It was back at the all-star break when NHL commissioner Gary Bettman told questioners at a press conference that the playoffs would be the first indication of whether the league was going to take a big hit as the North American economy swooned.

The idea was that while season tickets sold last summer hadn't been affected by economic conditions, the spring would provide an indicator of the appetite out there for NHL hockey in the new financial environment.

Well, so far, it's good news.

Now, you can't entirely trust NHL attendance numbers, which are often fishy. But the league says 40 of 44 playoff games in the first round were sold out, and that was a very full house in Vancouver Thursday night.

The New York market is gone with the Rangers and Devils eliminated. But three old markets seem new again with remarkably robust audiences in Chicago, Boston and Washington providing a counter-weight to the doom and gloom coming out of places like Phoenix these days.

It's not just that fans are buying tickets for the Hawks, Bruins and Caps. It's that they are establishing new levels of enthusiasm in all three markets. Going to games in Washington as the Capitals took on the Rangers last week was a real eye-opener both in way the fans turned out uniformly decked out in red and screamed for the home team, but also the way in which the Caps promoted participation through their in-game show.

See, many Canadian fans look down their noses at U.S. cities, suggesting they don't know anything about the game. But visits to Washington, New York and Philadelphia showed evidence of fan committment and enthusiasm beyond what you'll often see in Canadian cities.

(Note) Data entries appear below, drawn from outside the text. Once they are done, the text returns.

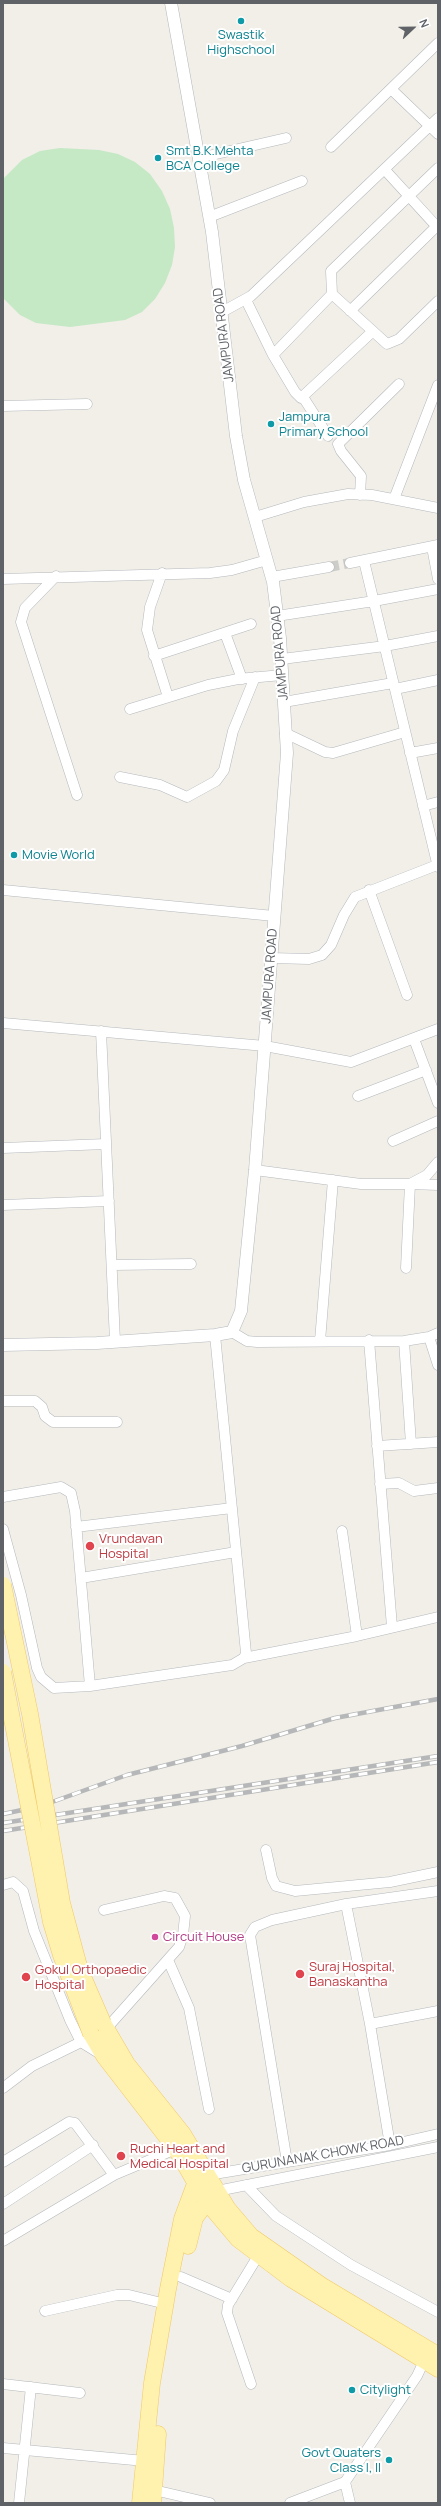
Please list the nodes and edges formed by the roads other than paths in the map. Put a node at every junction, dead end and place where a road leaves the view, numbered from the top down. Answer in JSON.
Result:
{"nodes":[{"id":1,"x":171,"y":3,"type":"edge"},
{"id":2,"x":438,"y":43,"type":"edge"},
{"id":3,"x":391,"y":89,"type":"junction"},
{"id":4,"x":438,"y":118,"type":"edge"},
{"id":5,"x":430,"y":126,"type":"junction"},
{"id":6,"x":438,"y":134,"type":"edge"},
{"id":7,"x":286,"y":138,"type":"dead end"},
{"id":8,"x":331,"y":147,"type":"dead end"},
{"id":9,"x":199,"y":158,"type":"junction"},
{"id":10,"x":438,"y":168,"type":"edge"},
{"id":11,"x":385,"y":170,"type":"junction"},
{"id":12,"x":302,"y":181,"type":"dead end"},
{"id":13,"x":408,"y":197,"type":"junction"},
{"id":14,"x":209,"y":217,"type":"junction"},
{"id":15,"x":437,"y":227,"type":"edge"},
{"id":16,"x":332,"y":294,"type":"junction"},
{"id":17,"x":246,"y":300,"type":"junction"},
{"id":18,"x":438,"y":301,"type":"edge"},
{"id":19,"x":350,"y":311,"type":"junction"},
{"id":20,"x":222,"y":312,"type":"junction"},
{"id":21,"x":372,"y":332,"type":"junction"},
{"id":22,"x":273,"y":355,"type":"junction"},
{"id":23,"x":399,"y":384,"type":"dead end"},
{"id":24,"x":438,"y":385,"type":"edge"},
{"id":25,"x":303,"y":397,"type":"junction"},
{"id":26,"x":86,"y":404,"type":"dead end"},
{"id":27,"x":3,"y":406,"type":"edge"},
{"id":28,"x":328,"y":436,"type":"dead end"},
{"id":29,"x":360,"y":494,"type":"junction"},
{"id":30,"x":394,"y":500,"type":"junction"},
{"id":31,"x":438,"y":508,"type":"edge"},
{"id":32,"x":255,"y":517,"type":"junction"},
{"id":33,"x":435,"y":546,"type":"edge"},
{"id":34,"x":267,"y":560,"type":"junction"},
{"id":35,"x":364,"y":561,"type":"junction"},
{"id":36,"x":350,"y":563,"type":"tunnel mouth"},
{"id":37,"x":329,"y":567,"type":"tunnel mouth"},
{"id":38,"x":162,"y":573,"type":"junction"},
{"id":39,"x":56,"y":576,"type":"junction"},
{"id":40,"x":272,"y":577,"type":"junction"},
{"id":41,"x":3,"y":578,"type":"edge"},
{"id":42,"x":438,"y":579,"type":"edge"},
{"id":43,"x":438,"y":589,"type":"edge"},
{"id":44,"x":374,"y":601,"type":"junction"},
{"id":45,"x":277,"y":616,"type":"junction"},
{"id":46,"x":251,"y":624,"type":"dead end"},
{"id":47,"x":225,"y":633,"type":"junction"},
{"id":48,"x":438,"y":636,"type":"edge"},
{"id":49,"x":384,"y":646,"type":"junction"},
{"id":50,"x":154,"y":656,"type":"junction"},
{"id":51,"x":282,"y":659,"type":"junction"},
{"id":52,"x":282,"y":675,"type":"junction"},
{"id":53,"x":255,"y":677,"type":"junction"},
{"id":54,"x":242,"y":679,"type":"junction"},
{"id":55,"x":438,"y":680,"type":"edge"},
{"id":56,"x":394,"y":686,"type":"junction"},
{"id":57,"x":168,"y":697,"type":"junction"},
{"id":58,"x":284,"y":702,"type":"junction"},
{"id":59,"x":130,"y":709,"type":"dead end"},
{"id":60,"x":405,"y":732,"type":"junction"},
{"id":61,"x":286,"y":733,"type":"junction"},
{"id":62,"x":438,"y":748,"type":"edge"},
{"id":63,"x":410,"y":753,"type":"junction"},
{"id":64,"x":120,"y":777,"type":"dead end"},
{"id":65,"x":77,"y":795,"type":"dead end"},
{"id":66,"x":438,"y":802,"type":"edge"},
{"id":67,"x":423,"y":806,"type":"junction"},
{"id":68,"x":437,"y":863,"type":"edge"},
{"id":69,"x":3,"y":890,"type":"edge"},
{"id":70,"x":369,"y":890,"type":"junction"},
{"id":71,"x":274,"y":916,"type":"junction"},
{"id":72,"x":271,"y":958,"type":"junction"},
{"id":73,"x":407,"y":995,"type":"dead end"},
{"id":74,"x":3,"y":1023,"type":"edge"},
{"id":75,"x":438,"y":1029,"type":"edge"},
{"id":76,"x":101,"y":1031,"type":"junction"},
{"id":77,"x":414,"y":1039,"type":"junction"},
{"id":78,"x":265,"y":1046,"type":"junction"},
{"id":79,"x":426,"y":1070,"type":"junction"},
{"id":80,"x":358,"y":1096,"type":"dead end"},
{"id":81,"x":438,"y":1103,"type":"edge"},
{"id":82,"x":438,"y":1121,"type":"edge"},
{"id":83,"x":393,"y":1141,"type":"dead end"},
{"id":84,"x":106,"y":1144,"type":"junction"},
{"id":85,"x":3,"y":1148,"type":"edge"},
{"id":86,"x":438,"y":1162,"type":"edge"},
{"id":87,"x":256,"y":1170,"type":"junction"},
{"id":88,"x":333,"y":1180,"type":"junction"},
{"id":89,"x":410,"y":1184,"type":"junction"},
{"id":90,"x":438,"y":1184,"type":"edge"},
{"id":91,"x":109,"y":1201,"type":"junction"},
{"id":92,"x":3,"y":1205,"type":"edge"},
{"id":93,"x":191,"y":1264,"type":"dead end"},
{"id":94,"x":112,"y":1265,"type":"junction"},
{"id":95,"x":406,"y":1268,"type":"dead end"},
{"id":96,"x":232,"y":1332,"type":"junction"},
{"id":97,"x":215,"y":1335,"type":"junction"},
{"id":98,"x":434,"y":1335,"type":"edge"},
{"id":99,"x":369,"y":1340,"type":"junction"},
{"id":100,"x":404,"y":1340,"type":"junction"},
{"id":101,"x":320,"y":1341,"type":"junction"},
{"id":102,"x":115,"y":1342,"type":"junction"},
{"id":103,"x":3,"y":1345,"type":"edge"},
{"id":104,"x":438,"y":1365,"type":"edge"},
{"id":105,"x":3,"y":1401,"type":"edge"},
{"id":106,"x":117,"y":1422,"type":"dead end"},
{"id":107,"x":438,"y":1442,"type":"edge"},
{"id":108,"x":411,"y":1444,"type":"junction"},
{"id":109,"x":377,"y":1446,"type":"junction"},
{"id":110,"x":380,"y":1484,"type":"junction"},
{"id":111,"x":438,"y":1488,"type":"edge"},
{"id":112,"x":3,"y":1497,"type":"edge"},
{"id":113,"x":232,"y":1508,"type":"junction"},
{"id":114,"x":76,"y":1528,"type":"junction"},
{"id":115,"x":3,"y":1529,"type":"edge"},
{"id":116,"x":342,"y":1531,"type":"dead end"},
{"id":117,"x":236,"y":1552,"type":"junction"},
{"id":118,"x":81,"y":1578,"type":"junction"},
{"id":119,"x":3,"y":1585,"type":"edge"},
{"id":120,"x":438,"y":1617,"type":"edge"},
{"id":121,"x":392,"y":1627,"type":"junction"},
{"id":122,"x":357,"y":1636,"type":"junction"},
{"id":123,"x":244,"y":1658,"type":"junction"},
{"id":124,"x":3,"y":1672,"type":"edge"},
{"id":125,"x":90,"y":1686,"type":"junction"},
{"id":126,"x":266,"y":1850,"type":"dead end"},
{"id":127,"x":438,"y":1872,"type":"edge"},
{"id":128,"x":3,"y":1885,"type":"edge"},
{"id":129,"x":438,"y":1891,"type":"edge"},
{"id":130,"x":346,"y":1904,"type":"junction"},
{"id":131,"x":104,"y":1910,"type":"dead end"},
{"id":132,"x":168,"y":1960,"type":"junction"},
{"id":133,"x":438,"y":2011,"type":"edge"},
{"id":134,"x":370,"y":2024,"type":"junction"},
{"id":135,"x":104,"y":2026,"type":"junction"},
{"id":136,"x":86,"y":2038,"type":"junction"},
{"id":137,"x":3,"y":2088,"type":"edge"},
{"id":138,"x":209,"y":2109,"type":"dead end"},
{"id":139,"x":438,"y":2134,"type":"edge"},
{"id":140,"x":93,"y":2145,"type":"junction"},
{"id":141,"x":390,"y":2145,"type":"junction"},
{"id":142,"x":438,"y":2147,"type":"edge"},
{"id":143,"x":176,"y":2149,"type":"junction"},
{"id":144,"x":3,"y":2162,"type":"edge"},
{"id":145,"x":287,"y":2162,"type":"junction"},
{"id":146,"x":114,"y":2175,"type":"junction"},
{"id":147,"x":202,"y":2180,"type":"junction"},
{"id":148,"x":246,"y":2185,"type":"junction"},
{"id":149,"x":212,"y":2196,"type":"junction"},
{"id":150,"x":3,"y":2204,"type":"edge"},
{"id":151,"x":3,"y":2241,"type":"edge"},
{"id":152,"x":258,"y":2256,"type":"junction"},
{"id":153,"x":181,"y":2277,"type":"junction"},
{"id":154,"x":232,"y":2299,"type":"junction"},
{"id":155,"x":166,"y":2304,"type":"junction"},
{"id":156,"x":45,"y":2311,"type":"dead end"},
{"id":157,"x":438,"y":2312,"type":"edge"},
{"id":158,"x":434,"y":2354,"type":"edge"},
{"id":159,"x":438,"y":2369,"type":"edge"},
{"id":160,"x":3,"y":2384,"type":"edge"},
{"id":161,"x":251,"y":2384,"type":"dead end"},
{"id":162,"x":31,"y":2387,"type":"junction"},
{"id":163,"x":80,"y":2393,"type":"dead end"},
{"id":164,"x":3,"y":2448,"type":"edge"},
{"id":165,"x":26,"y":2450,"type":"junction"},
{"id":166,"x":145,"y":2461,"type":"junction"},
{"id":167,"x":344,"y":2482,"type":"junction"},
{"id":168,"x":154,"y":2496,"type":"edge"},
{"id":169,"x":19,"y":2503,"type":"edge"},
{"id":170,"x":140,"y":2503,"type":"edge"},
{"id":171,"x":210,"y":2503,"type":"edge"},
{"id":172,"x":290,"y":2503,"type":"edge"},
{"id":173,"x":350,"y":2503,"type":"edge"}],
"edges":[{"from":1,"to":9,"type":"street","name":"JAMPURA ROAD"},
{"from":2,"to":3,"type":"street"},
{"from":3,"to":5,"type":"street"},
{"from":3,"to":8,"type":"street"},
{"from":4,"to":5,"type":"street"},
{"from":5,"to":6,"type":"street"},
{"from":5,"to":11,"type":"street"},
{"from":7,"to":9,"type":"street"},
{"from":9,"to":14,"type":"street","name":"JAMPURA ROAD"},
{"from":10,"to":13,"type":"street"},
{"from":11,"to":13,"type":"street"},
{"from":11,"to":17,"type":"street"},
{"from":12,"to":14,"type":"street"},
{"from":13,"to":15,"type":"street"},
{"from":13,"to":16,"type":"street"},
{"from":14,"to":20,"type":"street","name":"JAMPURA ROAD"},
{"from":15,"to":19,"type":"street"},
{"from":16,"to":19,"type":"street"},
{"from":16,"to":22,"type":"street"},
{"from":17,"to":20,"type":"street"},
{"from":17,"to":22,"type":"street"},
{"from":18,"to":21,"type":"street"},
{"from":19,"to":21,"type":"street"},
{"from":20,"to":32,"type":"street","name":"JAMPURA ROAD"},
{"from":21,"to":25,"type":"street"},
{"from":22,"to":25,"type":"street"},
{"from":23,"to":29,"type":"street"},
{"from":24,"to":30,"type":"street"},
{"from":25,"to":28,"type":"street"},
{"from":26,"to":27,"type":"street"},
{"from":29,"to":30,"type":"street"},
{"from":29,"to":32,"type":"street"},
{"from":30,"to":31,"type":"street"},
{"from":32,"to":34,"type":"street","name":"JAMPURA ROAD"},
{"from":33,"to":35,"type":"street"},
{"from":33,"to":42,"type":"street"},
{"from":34,"to":38,"type":"street"},
{"from":34,"to":40,"type":"street","name":"JAMPURA ROAD"},
{"from":35,"to":36,"type":"street"},
{"from":35,"to":44,"type":"street"},
{"from":37,"to":40,"type":"street"},
{"from":38,"to":39,"type":"street"},
{"from":38,"to":50,"type":"street"},
{"from":39,"to":41,"type":"street"},
{"from":39,"to":65,"type":"street"},
{"from":40,"to":45,"type":"street","name":"JAMPURA ROAD"},
{"from":43,"to":44,"type":"street"},
{"from":44,"to":45,"type":"street"},
{"from":44,"to":49,"type":"street"},
{"from":45,"to":51,"type":"street","name":"JAMPURA ROAD"},
{"from":46,"to":47,"type":"street"},
{"from":47,"to":50,"type":"street"},
{"from":47,"to":54,"type":"street"},
{"from":48,"to":49,"type":"street"},
{"from":49,"to":51,"type":"street"},
{"from":49,"to":56,"type":"street"},
{"from":50,"to":57,"type":"street"},
{"from":51,"to":52,"type":"street","name":"JAMPURA ROAD"},
{"from":52,"to":53,"type":"street"},
{"from":52,"to":58,"type":"street","name":"JAMPURA ROAD"},
{"from":53,"to":54,"type":"street"},
{"from":53,"to":64,"type":"street"},
{"from":54,"to":57,"type":"street"},
{"from":55,"to":56,"type":"street"},
{"from":56,"to":58,"type":"street"},
{"from":56,"to":60,"type":"street"},
{"from":57,"to":59,"type":"street"},
{"from":58,"to":61,"type":"street","name":"JAMPURA ROAD"},
{"from":60,"to":61,"type":"street"},
{"from":60,"to":63,"type":"street"},
{"from":61,"to":71,"type":"street","name":"JAMPURA ROAD"},
{"from":62,"to":63,"type":"street"},
{"from":63,"to":67,"type":"street"},
{"from":66,"to":67,"type":"street"},
{"from":67,"to":68,"type":"street"},
{"from":68,"to":70,"type":"street"},
{"from":69,"to":71,"type":"street"},
{"from":70,"to":72,"type":"street"},
{"from":70,"to":73,"type":"street"},
{"from":71,"to":72,"type":"street","name":"JAMPURA ROAD"},
{"from":72,"to":78,"type":"street","name":"JAMPURA ROAD"},
{"from":74,"to":76,"type":"street"},
{"from":75,"to":77,"type":"street"},
{"from":76,"to":78,"type":"street"},
{"from":76,"to":84,"type":"street"},
{"from":77,"to":78,"type":"street"},
{"from":77,"to":79,"type":"street"},
{"from":78,"to":87,"type":"street","name":"JAMPURA ROAD"},
{"from":79,"to":80,"type":"street"},
{"from":79,"to":81,"type":"street"},
{"from":82,"to":83,"type":"street"},
{"from":84,"to":85,"type":"street"},
{"from":84,"to":91,"type":"street"},
{"from":86,"to":89,"type":"street"},
{"from":87,"to":88,"type":"street"},
{"from":87,"to":96,"type":"street","name":"JAMPURA ROAD"},
{"from":88,"to":89,"type":"street"},
{"from":88,"to":101,"type":"street"},
{"from":89,"to":90,"type":"street"},
{"from":89,"to":95,"type":"street"},
{"from":91,"to":92,"type":"street"},
{"from":91,"to":94,"type":"street"},
{"from":93,"to":94,"type":"street"},
{"from":94,"to":102,"type":"street"},
{"from":96,"to":97,"type":"street"},
{"from":96,"to":101,"type":"street"},
{"from":97,"to":102,"type":"street"},
{"from":97,"to":113,"type":"street"},
{"from":98,"to":100,"type":"street"},
{"from":98,"to":104,"type":"street"},
{"from":99,"to":100,"type":"street"},
{"from":99,"to":101,"type":"street"},
{"from":99,"to":109,"type":"street"},
{"from":100,"to":108,"type":"street"},
{"from":102,"to":103,"type":"street"},
{"from":105,"to":106,"type":"street"},
{"from":107,"to":108,"type":"street"},
{"from":108,"to":109,"type":"street"},
{"from":109,"to":110,"type":"street"},
{"from":110,"to":111,"type":"street"},
{"from":110,"to":121,"type":"street"},
{"from":112,"to":114,"type":"street"},
{"from":113,"to":114,"type":"street"},
{"from":113,"to":117,"type":"street"},
{"from":114,"to":118,"type":"street"},
{"from":115,"to":125,"type":"street"},
{"from":116,"to":122,"type":"street"},
{"from":117,"to":118,"type":"street"},
{"from":117,"to":123,"type":"street"},
{"from":118,"to":125,"type":"street"},
{"from":119,"to":135,"type":"main road","bridge":true},
{"from":120,"to":121,"type":"street"},
{"from":121,"to":122,"type":"street"},
{"from":122,"to":123,"type":"street"},
{"from":123,"to":125,"type":"street"},
{"from":124,"to":136,"type":"main road","bridge":true},
{"from":126,"to":127,"type":"street"},
{"from":128,"to":136,"type":"street"},
{"from":129,"to":130,"type":"street"},
{"from":130,"to":134,"type":"street"},
{"from":130,"to":145,"type":"street"},
{"from":131,"to":132,"type":"street"},
{"from":132,"to":135,"type":"street"},
{"from":132,"to":138,"type":"street"},
{"from":133,"to":134,"type":"street"},
{"from":134,"to":141,"type":"street"},
{"from":135,"to":147,"type":"main road"},
{"from":136,"to":137,"type":"street"},
{"from":136,"to":143,"type":"main road"},
{"from":139,"to":141,"type":"street","name":"GURUNANAK CHOWK ROAD"},
{"from":140,"to":144,"type":"street"},
{"from":140,"to":146,"type":"street"},
{"from":140,"to":150,"type":"street"},
{"from":141,"to":145,"type":"street","name":"GURUNANAK CHOWK ROAD"},
{"from":142,"to":148,"type":"street"},
{"from":143,"to":146,"type":"street"},
{"from":143,"to":147,"type":"main road"},
{"from":145,"to":147,"type":"street","name":"GURUNANAK CHOWK ROAD"},
{"from":146,"to":151,"type":"street"},
{"from":147,"to":149,"type":"main road"},
{"from":147,"to":155,"type":"main road"},
{"from":148,"to":149,"type":"street"},
{"from":148,"to":157,"type":"street"},
{"from":149,"to":152,"type":"main road"},
{"from":149,"to":153,"type":"main road"},
{"from":149,"to":158,"type":"main road"},
{"from":152,"to":154,"type":"street"},
{"from":152,"to":158,"type":"main road"},
{"from":153,"to":154,"type":"street"},
{"from":153,"to":168,"type":"main road"},
{"from":154,"to":161,"type":"street"},
{"from":155,"to":156,"type":"street"},
{"from":155,"to":166,"type":"main road"},
{"from":158,"to":159,"type":"main road"},
{"from":158,"to":167,"type":"street"},
{"from":160,"to":162,"type":"street"},
{"from":162,"to":163,"type":"street"},
{"from":162,"to":165,"type":"street"},
{"from":164,"to":165,"type":"street"},
{"from":165,"to":166,"type":"street"},
{"from":165,"to":169,"type":"street"},
{"from":166,"to":170,"type":"main road"},
{"from":167,"to":172,"type":"street"},
{"from":167,"to":173,"type":"street"},
{"from":168,"to":171,"type":"street"}]}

For someone used to seeing games in Toronto, it's like a totally different universe. A non-demanding fan base that turns out no matter what often creates a very neutral atmosphere at the ACC, certainly nothing like the raucous, partisan throngs that you'll see in U.S. cities. The in-game entertainment package provided in places like the Verizon Centre (D.C.), the Wachovia Centre (Philly) and, of course, Madison Square Garden in New York builds a level of participation that puts the lame, Carlton-the-Bear activities as the ACC to shame.

So while there are clearly places in the U.S. where NHL interest is lagging, there are also places where it is revitalized and the fan experience is as good or better as anything in Canada.

For the Leafs, with Saturday (May 2nd) marking the 42nd anniversary of the last Stanley Cup, one of the priorities for president/GM Brian Burke has to be putting some oomph back into both the on-ice product and the passion for the team. The Leafs have missed the playoffs for four straight years, the longest drought the team has ever experience, yet the response of the city when the Leafs packed it in for the season was really a collective shrug.

It's not that people like losing. They just meekly accept it and don't demand anything else. What we're seeing in cities like Boston, Chicago and Washington are fan bases that wouldn't accept lousy teams, but now that their home teams are good and entertaining, those fan bases are responding in a major way.

Would the same happen in Toronto? Sadly, we may not know for a while yet. But you sure couldn't get fans at the ACC to all wear red, or orange, or white. Tough to pull a t-shirt over a suit.

Comments

The ACC is a little like the new Yankee Stadium in some ways, huh? I liked this quote yesterday from a blog I read:

"Bud Selig may tout profits, but it’s now roughly the same price for a middle income family to go to a Yankees game as it would be to put down the initial payment for a 42-inch HDTV. Families will choose the latter option. Their kids will not be watching baseball."

Not dissimilar from the Leafs.

It's fantastic that other markets are getting excited. Sadly though the fan who won't accept losing is bad for business overall - there is just no way for all 30 teams to win. And if they do, people start complaining of parity and a mediocre product. Only when you can play to a full house with losing teams will the league be as strong as it needs to be. In that respect at least the boring Leaf fans are good for the game. That said - Leaf fans go crazy as well when they have a winning product to cheer for - I lived near Bloor and Yonge the last time the LEafs went on a run in the playoffs and there was little sleep for all the horn honking even in the first round.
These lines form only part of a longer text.